■ **Dataset entries**
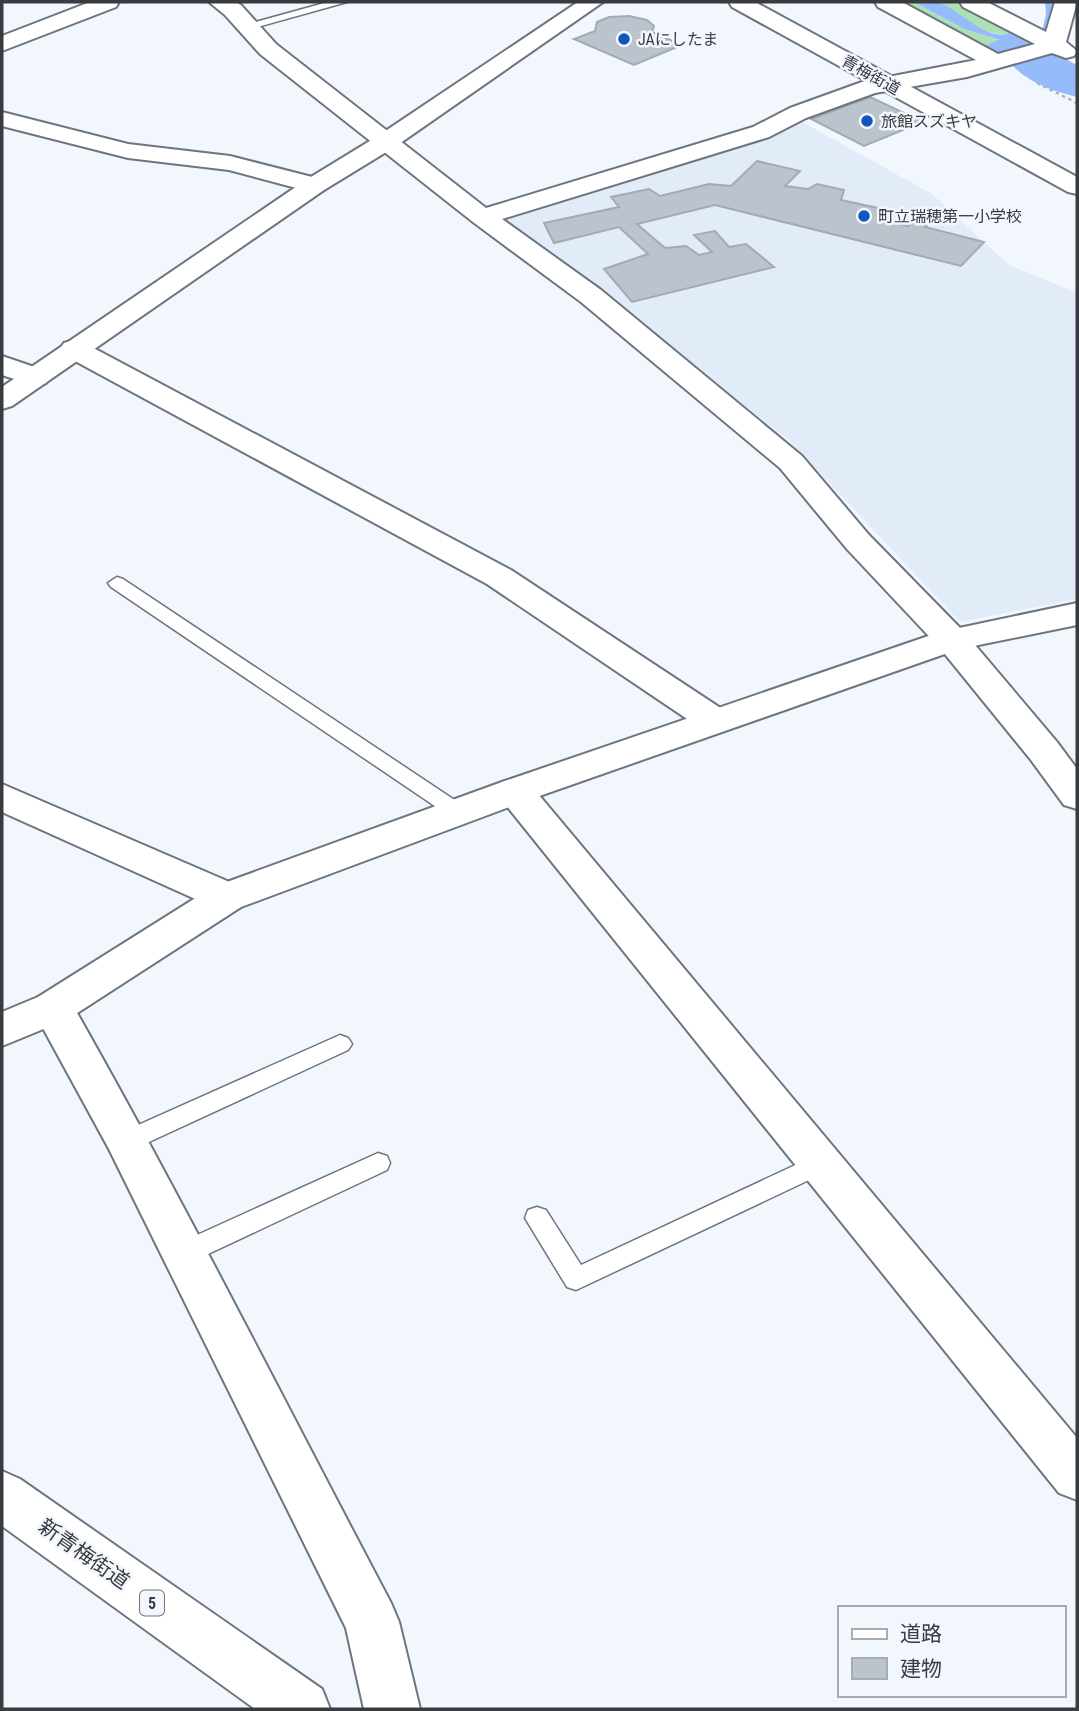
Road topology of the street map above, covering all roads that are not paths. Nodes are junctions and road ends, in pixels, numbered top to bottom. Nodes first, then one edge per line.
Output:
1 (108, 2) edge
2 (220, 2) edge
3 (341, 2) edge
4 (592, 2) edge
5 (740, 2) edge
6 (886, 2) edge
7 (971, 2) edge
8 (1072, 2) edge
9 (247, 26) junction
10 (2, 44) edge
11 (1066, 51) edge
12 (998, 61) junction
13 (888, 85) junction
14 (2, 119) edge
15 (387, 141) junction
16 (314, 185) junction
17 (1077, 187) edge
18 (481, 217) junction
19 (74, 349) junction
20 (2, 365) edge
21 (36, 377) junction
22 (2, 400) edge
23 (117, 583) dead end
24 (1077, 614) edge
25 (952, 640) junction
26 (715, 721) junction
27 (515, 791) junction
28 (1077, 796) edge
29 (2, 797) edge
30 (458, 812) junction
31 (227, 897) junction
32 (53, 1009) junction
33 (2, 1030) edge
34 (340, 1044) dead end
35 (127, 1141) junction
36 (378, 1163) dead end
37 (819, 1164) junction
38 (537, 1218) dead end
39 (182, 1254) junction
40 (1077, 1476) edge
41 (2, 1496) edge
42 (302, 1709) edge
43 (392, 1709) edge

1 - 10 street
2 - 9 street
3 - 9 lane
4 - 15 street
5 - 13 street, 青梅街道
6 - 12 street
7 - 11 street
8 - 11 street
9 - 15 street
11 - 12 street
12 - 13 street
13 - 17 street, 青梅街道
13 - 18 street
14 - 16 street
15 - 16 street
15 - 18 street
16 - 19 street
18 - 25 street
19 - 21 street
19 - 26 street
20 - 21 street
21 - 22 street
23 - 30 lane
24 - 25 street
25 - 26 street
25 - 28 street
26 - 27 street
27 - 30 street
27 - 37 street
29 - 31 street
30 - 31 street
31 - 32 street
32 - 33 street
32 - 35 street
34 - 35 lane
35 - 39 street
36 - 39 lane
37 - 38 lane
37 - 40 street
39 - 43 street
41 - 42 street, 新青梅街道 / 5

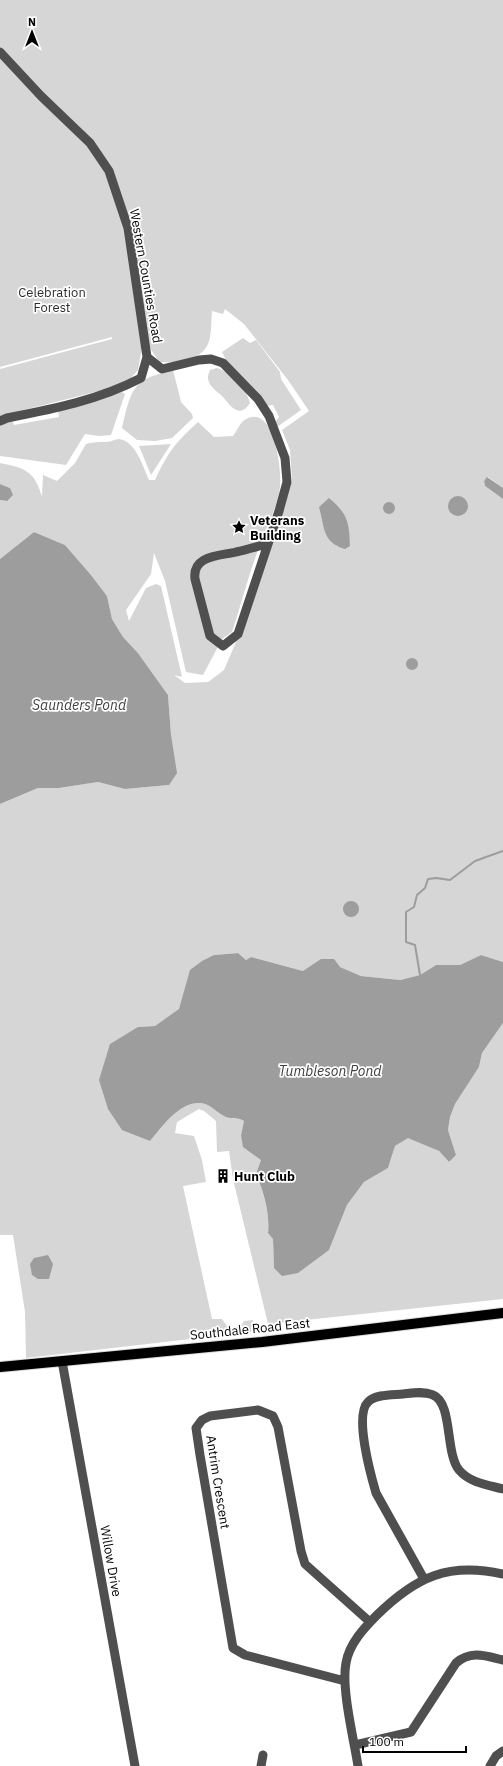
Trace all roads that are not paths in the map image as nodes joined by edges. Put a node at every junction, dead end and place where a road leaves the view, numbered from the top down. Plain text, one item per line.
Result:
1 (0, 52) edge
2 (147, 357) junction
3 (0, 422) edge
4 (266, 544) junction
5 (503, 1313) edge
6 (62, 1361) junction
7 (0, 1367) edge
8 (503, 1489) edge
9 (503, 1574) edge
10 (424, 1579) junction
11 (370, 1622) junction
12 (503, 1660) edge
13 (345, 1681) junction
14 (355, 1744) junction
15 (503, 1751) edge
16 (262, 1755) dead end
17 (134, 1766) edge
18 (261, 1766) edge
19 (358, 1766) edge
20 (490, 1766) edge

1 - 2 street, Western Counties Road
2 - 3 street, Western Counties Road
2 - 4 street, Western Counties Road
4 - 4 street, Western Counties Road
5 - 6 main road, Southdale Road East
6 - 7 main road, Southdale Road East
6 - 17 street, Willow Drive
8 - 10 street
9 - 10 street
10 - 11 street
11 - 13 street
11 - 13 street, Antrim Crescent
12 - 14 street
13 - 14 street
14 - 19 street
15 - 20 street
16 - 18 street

■ **WORK INSTRUCTION**
In the records above, how many lines include "main"? Reply only with the number.

■ **SOLUTION**
2